*Records from a collection*
=-=-=-=-=

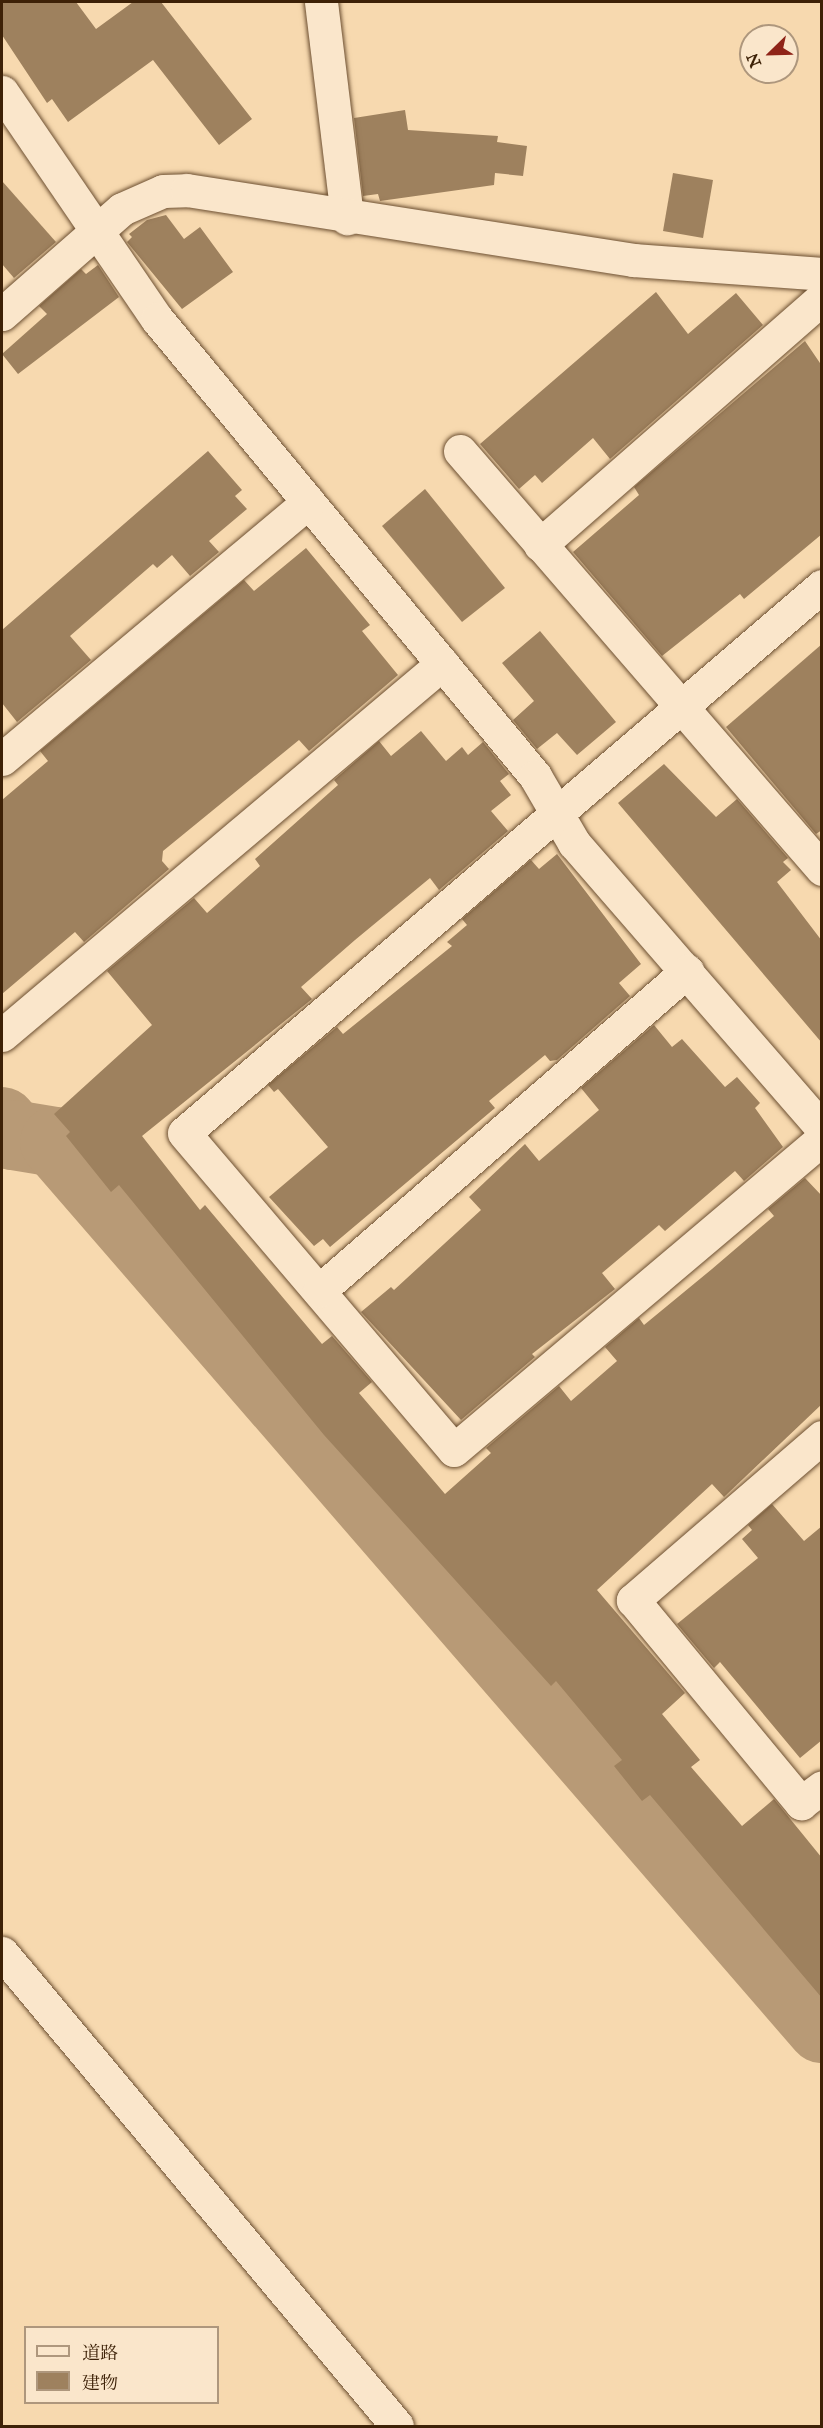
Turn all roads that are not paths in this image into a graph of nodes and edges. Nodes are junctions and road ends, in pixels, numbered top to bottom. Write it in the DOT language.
graph roads {
  1 [pos="321,2"];
  2 [pos="2,92"];
  3 [pos="347,218"];
  4 [pos="95,232"];
  5 [pos="822,274"];
  6 [pos="822,298"];
  7 [pos="2,314"];
  8 [pos="460,451"];
  9 [pos="308,502"];
  10 [pos="540,544"];
  11 [pos="822,586"];
  12 [pos="442,664"];
  13 [pos="680,706"];
  14 [pos="2,759"];
  15 [pos="556,811"];
  16 [pos="822,869"];
  17 [pos="687,971"];
  18 [pos="2,1035"];
  19 [pos="822,1128"];
  20 [pos="822,1139"];
  21 [pos="319,1291"];
  22 [pos="822,1437"];
  23 [pos="822,1787"];
  24 [pos="2,1953"];
  25 [pos="398,2427"];
  1 -- 3 [label="street"];
  2 -- 4 [label="street"];
  3 -- 4 [label="street"];
  3 -- 5 [label="street"];
  4 -- 7 [label="street"];
  4 -- 9 [label="street"];
  6 -- 10 [label="street"];
  8 -- 10 [label="street"];
  9 -- 12 [label="street"];
  9 -- 14 [label="street"];
  10 -- 13 [label="street"];
  11 -- 13 [label="street"];
  12 -- 15 [label="street"];
  12 -- 18 [label="street"];
  13 -- 15 [label="street"];
  13 -- 16 [label="street"];
  15 -- 17 [label="street"];
  15 -- 21 [label="street"];
  17 -- 19 [label="street"];
  17 -- 21 [label="street"];
  20 -- 21 [label="street"];
  22 -- 23 [label="street"];
  24 -- 25 [label="street"];
}
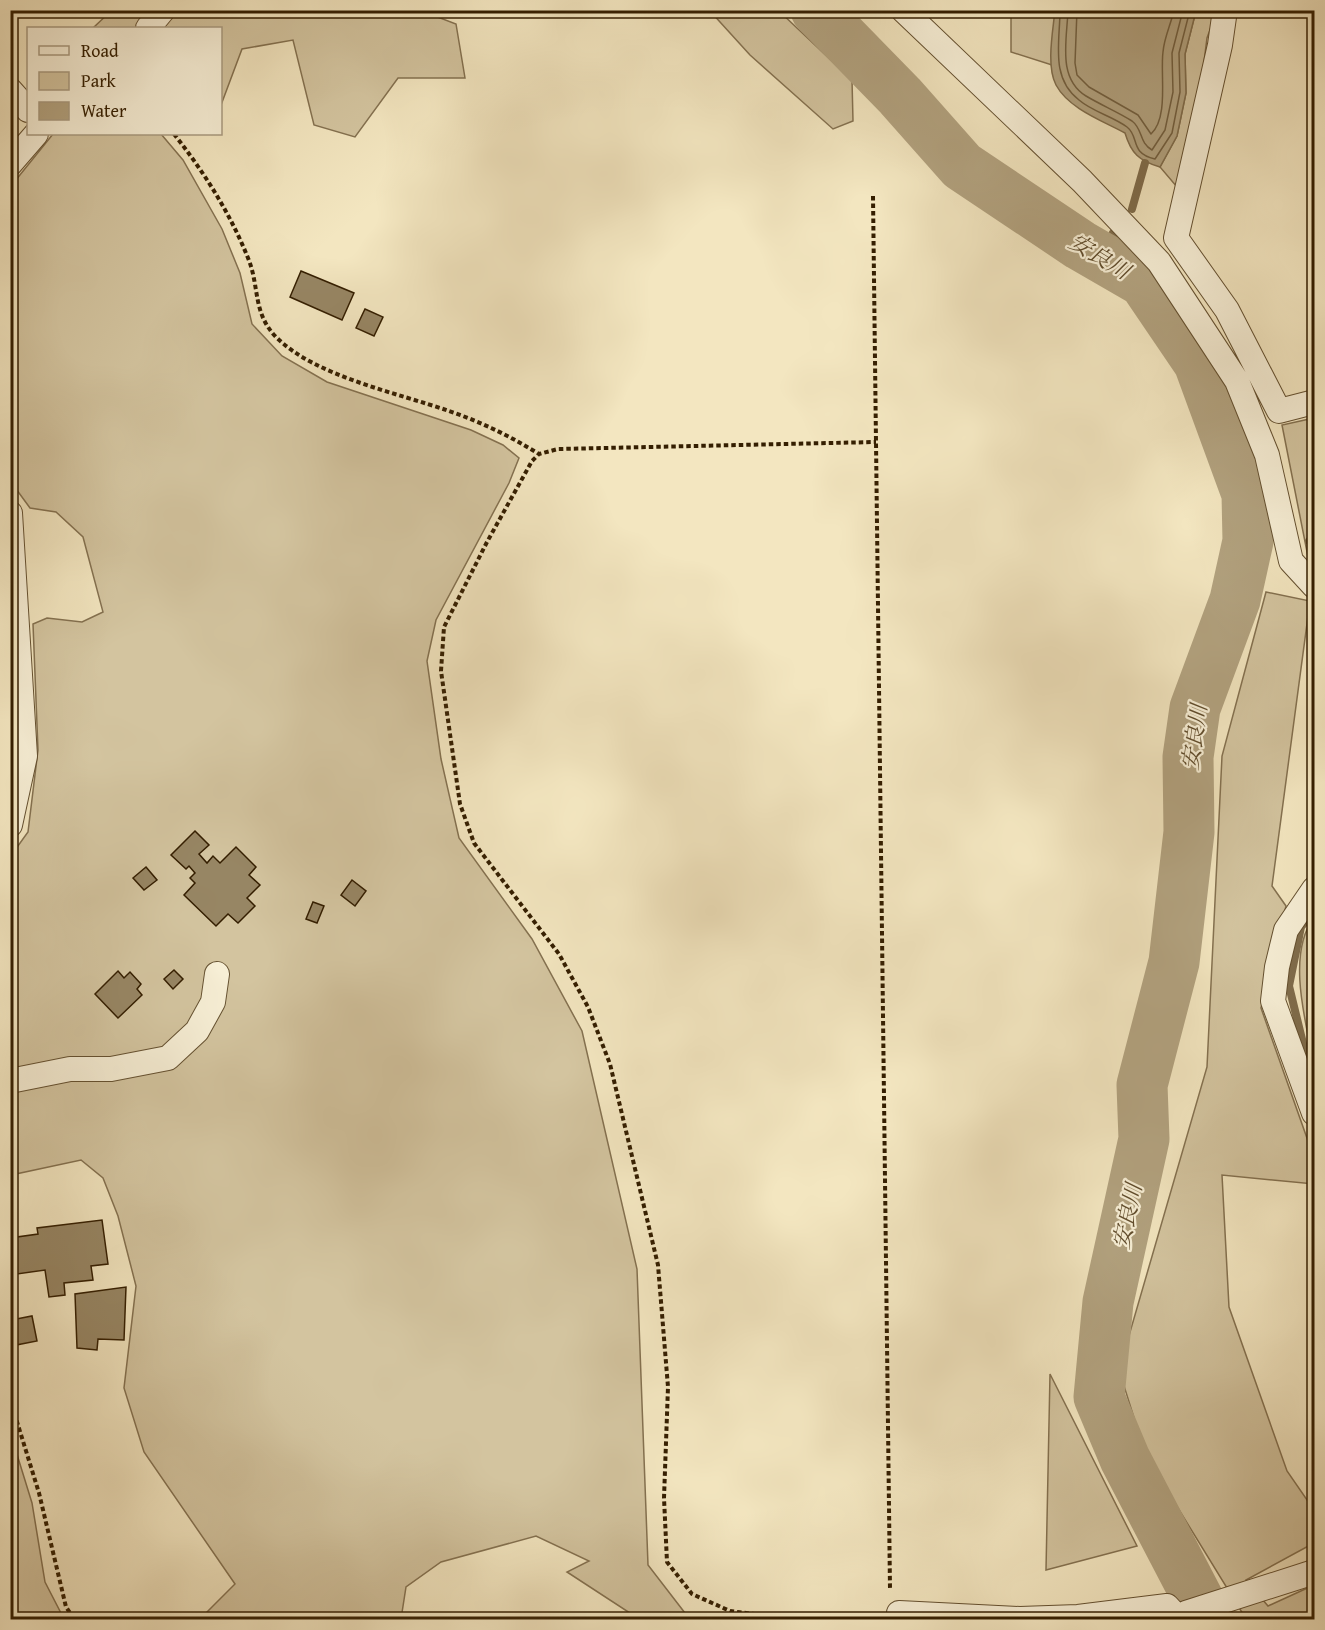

=-=-=-=-=

Would you output the data above exactly as written, but with no images?

*TASK SOLUTION*
Turn all roads that are not paths in this image into a graph of nodes and edges. Nodes are junctions and road ends, in pixels, numbered top to bottom. Write it in the DOT language.
graph roads {
  1 [pos="321,2"];
  2 [pos="2,92"];
  3 [pos="347,218"];
  4 [pos="95,232"];
  5 [pos="822,274"];
  6 [pos="822,298"];
  7 [pos="2,314"];
  8 [pos="460,451"];
  9 [pos="308,502"];
  10 [pos="540,544"];
  11 [pos="822,586"];
  12 [pos="442,664"];
  13 [pos="680,706"];
  14 [pos="2,759"];
  15 [pos="556,811"];
  16 [pos="822,869"];
  17 [pos="687,971"];
  18 [pos="2,1035"];
  19 [pos="822,1128"];
  20 [pos="822,1139"];
  21 [pos="319,1291"];
  22 [pos="822,1437"];
  23 [pos="822,1787"];
  24 [pos="2,1953"];
  25 [pos="398,2427"];
  1 -- 3 [label="street"];
  2 -- 4 [label="street"];
  3 -- 4 [label="street"];
  3 -- 5 [label="street"];
  4 -- 7 [label="street"];
  4 -- 9 [label="street"];
  6 -- 10 [label="street"];
  8 -- 10 [label="street"];
  9 -- 12 [label="street"];
  9 -- 14 [label="street"];
  10 -- 13 [label="street"];
  11 -- 13 [label="street"];
  12 -- 15 [label="street"];
  12 -- 18 [label="street"];
  13 -- 15 [label="street"];
  13 -- 16 [label="street"];
  15 -- 17 [label="street"];
  15 -- 21 [label="street"];
  17 -- 19 [label="street"];
  17 -- 21 [label="street"];
  20 -- 21 [label="street"];
  22 -- 23 [label="street"];
  24 -- 25 [label="street"];
}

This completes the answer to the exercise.